The Legend of the Bamboo Cutter and the Princess of the Moon


One of Japan’s oldest legends is the story of a beautiful woman from the moon who one day visits Earth.

The extravagant culture of Japan has given many gifts that, even to this day, continue to inspire and perplex. From the legend of the red thread of destiny to intriguing haiku and even folkloric ghosts and demons, Japan’s traditions –  full of intuition and strange delicacies – also give us the Monogatari, Japan’s epic narratives in prose. The oldest and perhaps the strangest of all of these texts is Taketori Monogatari, the legend of the bamboo cutter and the princess of the moon.

Known also as Kagya-hime no Monogatari, the legend is the oldest surviving piece of Japanese fiction. It was written in either the late 9th or early in the 10th century – and the earliest written version of the work is a 17th-century parchment (available on the World Digital Library page). Multiple other texts provide more or less important variations on the story and have, over time, shaped both an eccentric story and myths deriving from the core tale.

The legend of the bamboo cutter and the princess of the moon is not only illuminated with a strange and pale lunar beauty. For many, it’s one of the oldest works of science fiction, coinciding with a Japanese spirit and taste for such stories. With beings from other planets, it’s a story of beauty, exile, belonging and love.

Painting of a girl

The tale of Kaguya-hime, she is a tiny woman from the moon who one day arrived on Earth…

A long time ago, an old and humble man who was cutting bamboo saw that one of the logs he’d gathered was glittering in a strange way as if it was illuminated by the moon. Taking the log in his hands, he realized that inside was a beautiful and tiny little girl, about 7 centimeters tall. The man took her home because he’d never had children, and between him and his wife, they took care of her as if she were their own daughter. She was named Princess Moonlight. The branch of bamboo in which the man had found the strange visitor began to produce gold and gems and the bamboo cutter became a rich man in a short time.
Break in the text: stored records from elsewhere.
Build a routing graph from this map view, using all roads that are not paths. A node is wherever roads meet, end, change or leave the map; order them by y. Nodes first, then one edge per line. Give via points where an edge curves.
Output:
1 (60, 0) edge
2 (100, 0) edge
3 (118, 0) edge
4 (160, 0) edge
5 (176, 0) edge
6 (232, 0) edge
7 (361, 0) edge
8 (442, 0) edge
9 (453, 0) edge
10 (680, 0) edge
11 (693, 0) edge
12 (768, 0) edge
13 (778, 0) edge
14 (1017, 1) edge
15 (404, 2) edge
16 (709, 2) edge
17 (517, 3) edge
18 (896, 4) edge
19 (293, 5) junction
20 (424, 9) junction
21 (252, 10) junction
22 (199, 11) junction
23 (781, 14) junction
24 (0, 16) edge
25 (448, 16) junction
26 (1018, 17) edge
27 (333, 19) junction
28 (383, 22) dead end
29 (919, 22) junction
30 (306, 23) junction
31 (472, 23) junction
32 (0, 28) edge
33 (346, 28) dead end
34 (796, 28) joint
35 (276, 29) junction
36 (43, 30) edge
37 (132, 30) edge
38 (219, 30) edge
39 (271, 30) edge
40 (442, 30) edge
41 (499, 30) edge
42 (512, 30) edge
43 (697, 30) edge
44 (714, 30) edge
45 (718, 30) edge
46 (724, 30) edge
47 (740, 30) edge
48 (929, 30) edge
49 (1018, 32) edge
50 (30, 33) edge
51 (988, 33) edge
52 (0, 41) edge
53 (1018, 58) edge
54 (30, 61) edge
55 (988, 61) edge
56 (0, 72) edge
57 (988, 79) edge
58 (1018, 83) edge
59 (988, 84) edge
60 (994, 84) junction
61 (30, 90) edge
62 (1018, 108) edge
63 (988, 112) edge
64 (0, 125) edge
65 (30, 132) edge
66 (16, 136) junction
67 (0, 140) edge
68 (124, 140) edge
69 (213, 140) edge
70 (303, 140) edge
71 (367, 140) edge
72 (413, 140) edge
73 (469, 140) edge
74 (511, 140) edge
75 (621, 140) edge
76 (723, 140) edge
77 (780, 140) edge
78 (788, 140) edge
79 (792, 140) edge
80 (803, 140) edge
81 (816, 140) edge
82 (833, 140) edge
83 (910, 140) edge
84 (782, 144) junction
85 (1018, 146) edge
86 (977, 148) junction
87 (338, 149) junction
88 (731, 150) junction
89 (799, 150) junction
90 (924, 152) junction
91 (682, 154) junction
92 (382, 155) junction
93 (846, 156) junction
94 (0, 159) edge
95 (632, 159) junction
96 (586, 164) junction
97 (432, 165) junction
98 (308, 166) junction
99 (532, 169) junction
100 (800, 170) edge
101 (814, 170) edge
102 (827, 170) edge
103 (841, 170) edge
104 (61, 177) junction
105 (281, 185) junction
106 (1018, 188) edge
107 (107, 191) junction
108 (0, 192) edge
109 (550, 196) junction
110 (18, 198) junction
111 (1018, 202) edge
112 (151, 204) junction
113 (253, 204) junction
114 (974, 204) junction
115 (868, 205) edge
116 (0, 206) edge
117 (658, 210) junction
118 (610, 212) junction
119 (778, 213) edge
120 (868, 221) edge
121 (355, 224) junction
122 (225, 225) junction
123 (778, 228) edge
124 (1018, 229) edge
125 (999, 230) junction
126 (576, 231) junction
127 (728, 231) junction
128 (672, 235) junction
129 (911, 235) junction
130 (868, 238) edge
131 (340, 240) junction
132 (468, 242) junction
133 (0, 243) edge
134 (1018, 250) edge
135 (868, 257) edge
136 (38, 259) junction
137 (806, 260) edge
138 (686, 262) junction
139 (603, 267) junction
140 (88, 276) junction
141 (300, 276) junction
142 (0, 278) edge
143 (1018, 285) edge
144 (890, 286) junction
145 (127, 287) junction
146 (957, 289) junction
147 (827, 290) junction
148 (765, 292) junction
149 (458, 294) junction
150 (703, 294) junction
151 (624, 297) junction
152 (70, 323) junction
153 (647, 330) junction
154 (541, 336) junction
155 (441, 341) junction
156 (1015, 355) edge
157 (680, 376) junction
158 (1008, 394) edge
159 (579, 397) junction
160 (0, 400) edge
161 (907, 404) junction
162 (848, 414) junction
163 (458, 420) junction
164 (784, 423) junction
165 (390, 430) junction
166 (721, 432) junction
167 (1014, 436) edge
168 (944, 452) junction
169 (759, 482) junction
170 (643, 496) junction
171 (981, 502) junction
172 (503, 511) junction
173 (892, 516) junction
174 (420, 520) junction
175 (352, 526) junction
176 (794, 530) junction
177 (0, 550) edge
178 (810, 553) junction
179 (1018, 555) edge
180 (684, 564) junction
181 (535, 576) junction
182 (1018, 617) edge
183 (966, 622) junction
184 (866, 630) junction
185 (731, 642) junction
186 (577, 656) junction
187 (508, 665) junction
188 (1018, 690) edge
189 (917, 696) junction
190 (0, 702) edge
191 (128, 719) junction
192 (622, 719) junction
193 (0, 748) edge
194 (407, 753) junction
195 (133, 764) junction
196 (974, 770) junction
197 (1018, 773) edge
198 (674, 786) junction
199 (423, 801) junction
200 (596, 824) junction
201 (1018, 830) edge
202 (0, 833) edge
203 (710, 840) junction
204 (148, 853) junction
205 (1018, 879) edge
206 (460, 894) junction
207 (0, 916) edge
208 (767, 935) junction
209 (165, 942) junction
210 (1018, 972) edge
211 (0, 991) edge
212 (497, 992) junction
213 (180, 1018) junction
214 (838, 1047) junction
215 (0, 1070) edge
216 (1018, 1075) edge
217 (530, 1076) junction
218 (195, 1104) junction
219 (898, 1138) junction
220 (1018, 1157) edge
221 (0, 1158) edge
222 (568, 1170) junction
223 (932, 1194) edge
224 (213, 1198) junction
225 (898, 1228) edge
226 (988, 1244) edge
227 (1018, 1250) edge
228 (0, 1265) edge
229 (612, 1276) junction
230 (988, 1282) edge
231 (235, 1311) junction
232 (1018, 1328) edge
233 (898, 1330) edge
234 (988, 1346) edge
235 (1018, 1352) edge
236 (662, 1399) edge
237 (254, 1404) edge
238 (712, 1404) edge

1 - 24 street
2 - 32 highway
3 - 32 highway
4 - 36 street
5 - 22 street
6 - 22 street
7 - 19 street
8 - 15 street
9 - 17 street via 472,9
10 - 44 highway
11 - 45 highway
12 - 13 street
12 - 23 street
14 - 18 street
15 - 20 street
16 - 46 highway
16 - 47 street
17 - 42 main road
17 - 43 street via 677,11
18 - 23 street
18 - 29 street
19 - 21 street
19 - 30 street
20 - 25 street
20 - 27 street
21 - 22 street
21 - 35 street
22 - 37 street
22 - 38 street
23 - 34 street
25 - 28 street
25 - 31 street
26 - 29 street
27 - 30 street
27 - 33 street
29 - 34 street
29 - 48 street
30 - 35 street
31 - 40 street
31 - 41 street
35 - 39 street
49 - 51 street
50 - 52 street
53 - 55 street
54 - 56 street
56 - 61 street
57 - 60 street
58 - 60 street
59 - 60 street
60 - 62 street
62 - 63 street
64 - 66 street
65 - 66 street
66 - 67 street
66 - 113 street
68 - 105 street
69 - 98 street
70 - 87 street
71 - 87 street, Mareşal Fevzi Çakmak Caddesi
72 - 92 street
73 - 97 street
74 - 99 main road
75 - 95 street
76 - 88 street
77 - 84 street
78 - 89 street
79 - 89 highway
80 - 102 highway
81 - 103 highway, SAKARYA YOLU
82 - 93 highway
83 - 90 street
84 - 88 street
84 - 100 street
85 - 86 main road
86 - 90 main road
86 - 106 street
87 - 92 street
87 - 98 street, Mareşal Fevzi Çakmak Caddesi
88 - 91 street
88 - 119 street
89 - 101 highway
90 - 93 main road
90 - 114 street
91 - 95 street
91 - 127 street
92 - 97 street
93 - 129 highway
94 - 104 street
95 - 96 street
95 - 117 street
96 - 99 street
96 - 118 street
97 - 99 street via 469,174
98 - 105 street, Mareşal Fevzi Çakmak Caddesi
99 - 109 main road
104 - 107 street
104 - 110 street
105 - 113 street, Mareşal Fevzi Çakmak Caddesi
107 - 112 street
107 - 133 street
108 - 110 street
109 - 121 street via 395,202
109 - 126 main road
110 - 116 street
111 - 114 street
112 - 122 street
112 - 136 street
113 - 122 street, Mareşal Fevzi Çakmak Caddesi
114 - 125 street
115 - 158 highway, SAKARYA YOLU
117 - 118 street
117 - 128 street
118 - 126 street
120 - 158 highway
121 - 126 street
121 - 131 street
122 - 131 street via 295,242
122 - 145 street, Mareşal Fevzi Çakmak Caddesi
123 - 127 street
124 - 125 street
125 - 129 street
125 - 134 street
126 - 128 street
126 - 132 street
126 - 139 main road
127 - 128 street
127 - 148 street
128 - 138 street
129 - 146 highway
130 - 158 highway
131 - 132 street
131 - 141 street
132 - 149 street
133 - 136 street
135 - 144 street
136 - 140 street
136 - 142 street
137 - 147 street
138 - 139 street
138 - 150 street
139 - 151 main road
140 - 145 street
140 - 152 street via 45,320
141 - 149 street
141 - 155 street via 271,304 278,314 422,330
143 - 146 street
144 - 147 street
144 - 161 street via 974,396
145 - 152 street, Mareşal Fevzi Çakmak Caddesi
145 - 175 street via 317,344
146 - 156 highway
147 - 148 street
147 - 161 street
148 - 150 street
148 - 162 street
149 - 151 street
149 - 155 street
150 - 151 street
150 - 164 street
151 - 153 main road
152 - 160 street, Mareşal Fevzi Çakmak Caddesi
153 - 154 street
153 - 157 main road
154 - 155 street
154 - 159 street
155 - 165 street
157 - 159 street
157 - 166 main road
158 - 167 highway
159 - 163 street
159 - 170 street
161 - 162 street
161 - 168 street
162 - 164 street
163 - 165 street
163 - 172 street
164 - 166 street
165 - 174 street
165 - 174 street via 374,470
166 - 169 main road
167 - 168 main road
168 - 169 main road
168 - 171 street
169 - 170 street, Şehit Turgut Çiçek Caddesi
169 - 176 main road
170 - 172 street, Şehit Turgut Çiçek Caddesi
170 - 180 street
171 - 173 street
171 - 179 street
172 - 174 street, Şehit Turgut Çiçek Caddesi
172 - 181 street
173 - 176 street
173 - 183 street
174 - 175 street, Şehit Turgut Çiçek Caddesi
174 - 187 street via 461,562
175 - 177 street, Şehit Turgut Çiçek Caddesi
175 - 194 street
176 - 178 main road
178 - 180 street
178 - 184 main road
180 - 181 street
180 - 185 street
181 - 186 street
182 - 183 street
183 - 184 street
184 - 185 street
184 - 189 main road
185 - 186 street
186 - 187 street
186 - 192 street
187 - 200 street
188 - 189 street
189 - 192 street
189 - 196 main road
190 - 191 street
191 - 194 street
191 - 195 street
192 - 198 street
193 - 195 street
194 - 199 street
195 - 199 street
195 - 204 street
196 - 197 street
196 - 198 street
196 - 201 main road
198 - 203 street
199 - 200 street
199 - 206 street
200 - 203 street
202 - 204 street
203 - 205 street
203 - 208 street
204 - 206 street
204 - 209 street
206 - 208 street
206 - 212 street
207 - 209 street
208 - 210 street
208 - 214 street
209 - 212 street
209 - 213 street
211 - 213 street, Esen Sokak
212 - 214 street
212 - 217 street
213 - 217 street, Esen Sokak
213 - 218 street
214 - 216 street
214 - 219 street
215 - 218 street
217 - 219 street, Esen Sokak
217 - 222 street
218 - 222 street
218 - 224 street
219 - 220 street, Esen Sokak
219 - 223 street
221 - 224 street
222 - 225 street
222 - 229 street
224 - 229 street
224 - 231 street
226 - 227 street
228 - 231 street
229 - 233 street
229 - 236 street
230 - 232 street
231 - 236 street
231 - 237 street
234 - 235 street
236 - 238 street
The strange girl grew into a beautiful woman of normal size, and over the years, people began to learn of the existence and beauty of this lady. Suitors traveled from all over to request her hand. On one occasion, five honorable gentlemen approached the house of the bamboo cutter trying to persuade him to allow his adopted daughter to marry. He was old and didn’t want to leave her alone upon dying, they argued. But she refused to take any husband, making impossible requests of her suitors in to avoid marrying them.

The existence of the beautiful young woman came to the attention of the emperor, who requested that she appear in his court. When she refused, he visited her and, upon seeing her, he too fell madly in love with her. The emperor tried to take the girl to his palace to marry her, but the young woman assured him that if she were taken by force, she would become a shadow and then disappear forever.
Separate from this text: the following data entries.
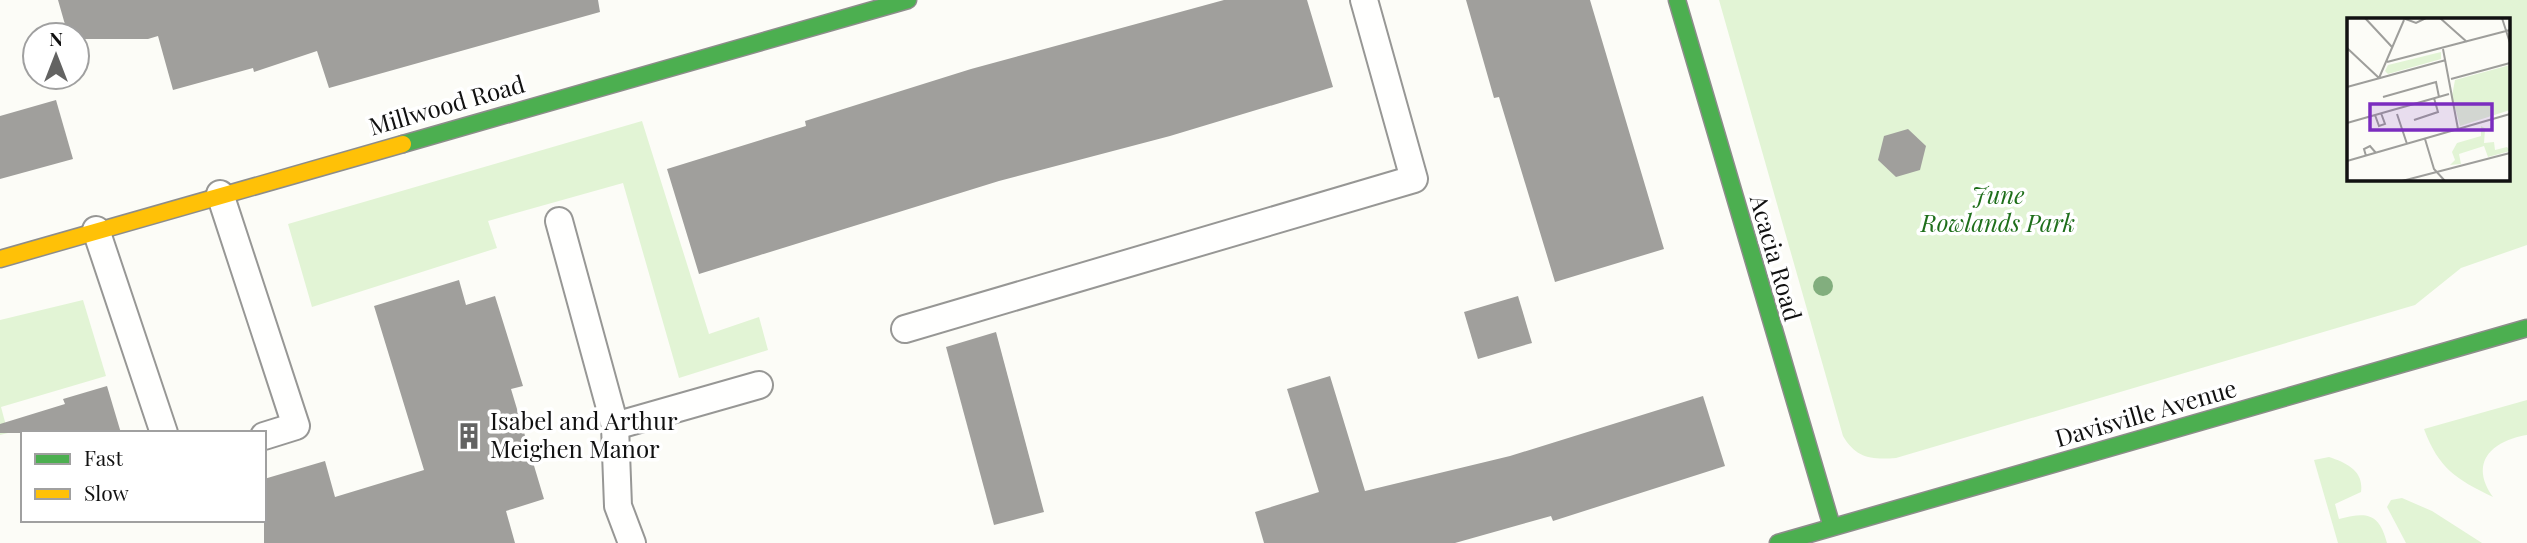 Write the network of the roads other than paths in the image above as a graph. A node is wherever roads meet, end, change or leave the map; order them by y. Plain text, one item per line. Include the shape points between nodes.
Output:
1 (908, 0) edge
2 (1364, 0) edge
3 (1677, 0) edge
4 (220, 194) junction
5 (559, 221) dead end
6 (96, 230) junction
7 (0, 259) edge
8 (905, 328) dead end
9 (2527, 328) edge
10 (759, 385) dead end
11 (615, 426) junction
12 (163, 431) edge
13 (266, 435) edge
14 (1832, 527) junction
15 (632, 543) edge
16 (1778, 543) edge

1 - 4 street, Millwood Road
2 - 8 lane via 1414,179
3 - 14 street, Acacia Road
4 - 6 street, Millwood Road
4 - 13 lane via 296,426
5 - 11 lane
6 - 7 street, Millwood Road
6 - 12 lane
9 - 14 street, Davisville Avenue
10 - 11 lane
11 - 15 lane via 618,506
14 - 16 street, Davisville Avenue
Each night, she watched the sky with melancholy. It was time to return to her place of origin, and it was then that she confessed to her adoptive father, in tears, that she had come from the moon and that her time on Earth was to end. Upon learning of this, the emperor sent guards to the house of the bamboo cutter, to try to prevent the princess from returning to her place of origin.
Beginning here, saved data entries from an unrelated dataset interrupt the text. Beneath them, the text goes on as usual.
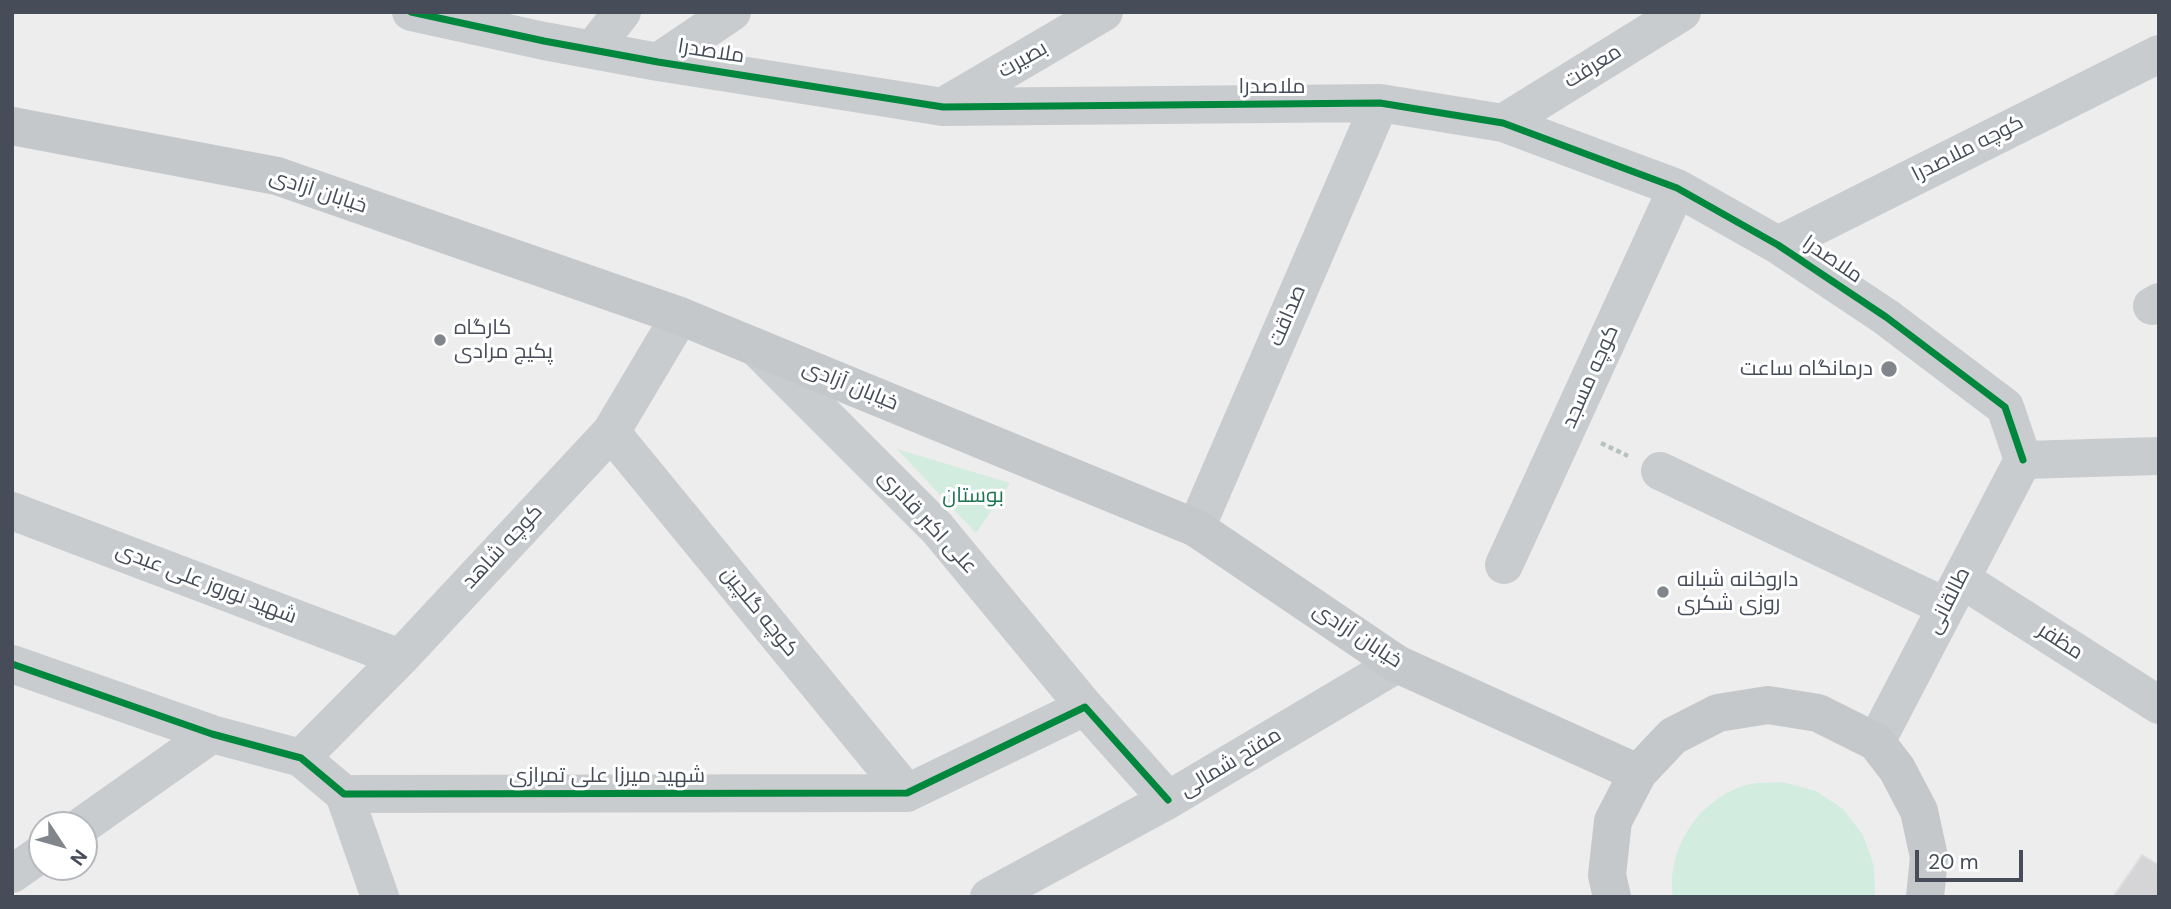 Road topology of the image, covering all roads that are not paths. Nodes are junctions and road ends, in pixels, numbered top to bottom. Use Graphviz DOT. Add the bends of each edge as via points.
graph roads {
  1 [pos="411,12"];
  2 [pos="622,12"];
  3 [pos="732,12"];
  4 [pos="1104,12"];
  5 [pos="1682,12"];
  6 [pos="554,27"];
  7 [pos="593,49"];
  8 [pos="2159,54"];
  9 [pos="658,62"];
  10 [pos="1380,103"];
  11 [pos="943,107"];
  12 [pos="1503,123"];
  13 [pos="12,126"];
  14 [pos="1677,188"];
  15 [pos="1778,245"];
  16 [pos="680,316"];
  17 [pos="757,348"];
  18 [pos="611,432"];
  19 [pos="2159,456"];
  20 [pos="2023,460"];
  21 [pos="1660,471"];
  22 [pos="12,511"];
  23 [pos="1196,528"];
  24 [pos="1504,565"];
  25 [pos="1953,593"];
  26 [pos="400,658"];
  27 [pos="12,664"];
  28 [pos="1397,664"];
  29 [pos="2159,705"];
  30 [pos="1085,707"];
  31 [pos="212,734"];
  32 [pos="1876,742"];
  33 [pos="301,758"];
  34 [pos="1637,773"];
  35 [pos="907,793"];
  36 [pos="344,794"];
  37 [pos="1168,800"];
  38 [pos="98,814"];
  39 [pos="28,863"];
  40 [pos="12,874"];
  41 [pos="380,897"];
  42 [pos="989,897"];
  43 [pos="1612,897"];
  44 [pos="1925,897"];
  1 -- 6 [label="street, ملاصدرا"];
  2 -- 7 [label="street"];
  3 -- 9 [label="street"];
  4 -- 11 [label="street, بصیرت"];
  5 -- 12 [label="street, معرفت"];
  6 -- 7 [label="street, ملاصدرا"];
  7 -- 9 [label="street, ملاصدرا"];
  8 -- 15 [label="street, کوچه ملاصدرا"];
  9 -- 11 [label="street, ملاصدرا"];
  10 -- 11 [label="street, ملاصدرا"];
  10 -- 12 [label="street, ملاصدرا"];
  10 -- 23 [label="street, صداقت"];
  12 -- 14 [label="street, ملاصدرا"];
  13 -- 16 [label="main road, خیابان آزادی" via="277,176"];
  14 -- 15 [label="street, ملاصدرا"];
  14 -- 24 [label="street, کوچه مسجد"];
  15 -- 20 [label="street, ملاصدرا" via="1886,317 2005,407"];
  16 -- 17 [label="main road, خیابان آزادی"];
  16 -- 18 [label="street, کوچه شاهد"];
  17 -- 23 [label="main road, خیابان آزادی"];
  17 -- 30 [label="street, علی اکبر قادری" via="937,528"];
  18 -- 26 [label="street, کوچه شاهد"];
  18 -- 35 [label="street, کوچه گلچین"];
  19 -- 20 [label="street"];
  20 -- 25 [label="street, طالقانی"];
  21 -- 25 [label="street, مظفر"];
  22 -- 26 [label="street, شهید نوروز علی عبدی"];
  23 -- 28 [label="main road, خیابان آزادی"];
  25 -- 29 [label="street, مظفر"];
  25 -- 32 [label="street, طالقانی"];
  26 -- 33 [label="street, کوچه شاهد"];
  27 -- 31 [label="street"];
  28 -- 34 [label="main road, خیابان آزادی"];
  28 -- 37 [label="street, مفتح شمالی"];
  30 -- 35 [label="street, شهید میرزا علی تمرازی"];
  30 -- 37 [label="street"];
  31 -- 33 [label="street"];
  31 -- 38 [label="street"];
  32 -- 34 [label="main road" via="1818,713 1768,705 1718,713 1673,736"];
  32 -- 44 [label="main road" via="1897,769 1919,811 1929,858"];
  33 -- 36 [label="street"];
  34 -- 43 [label="main road" via="1613,821 1607,875"];
  35 -- 36 [label="street, شهید میرزا علی تمرازی"];
  36 -- 41 [label="street"];
  37 -- 42 [label="street, مفتح شمالی"];
  39 -- 40 [label="street"];
}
One night, the moon was covered by a cloud. This quickly began to descend towards the Earth, while the sky grew ever darker. A carriage manned by luminous beings arrived for the princess. She left a letter and a small bottle with the Elixir of Life for the emperor before leaving. Frightened, he ordered that both be taken to the top of the most sacred mountain of that land and there, burned.

To this day, it’s remembered that when there is smoke upon Mount Fuji, this is the letter and elixir that the Princess of the Moon left for the emperor, and these will continue to burn at the mountain’s peak.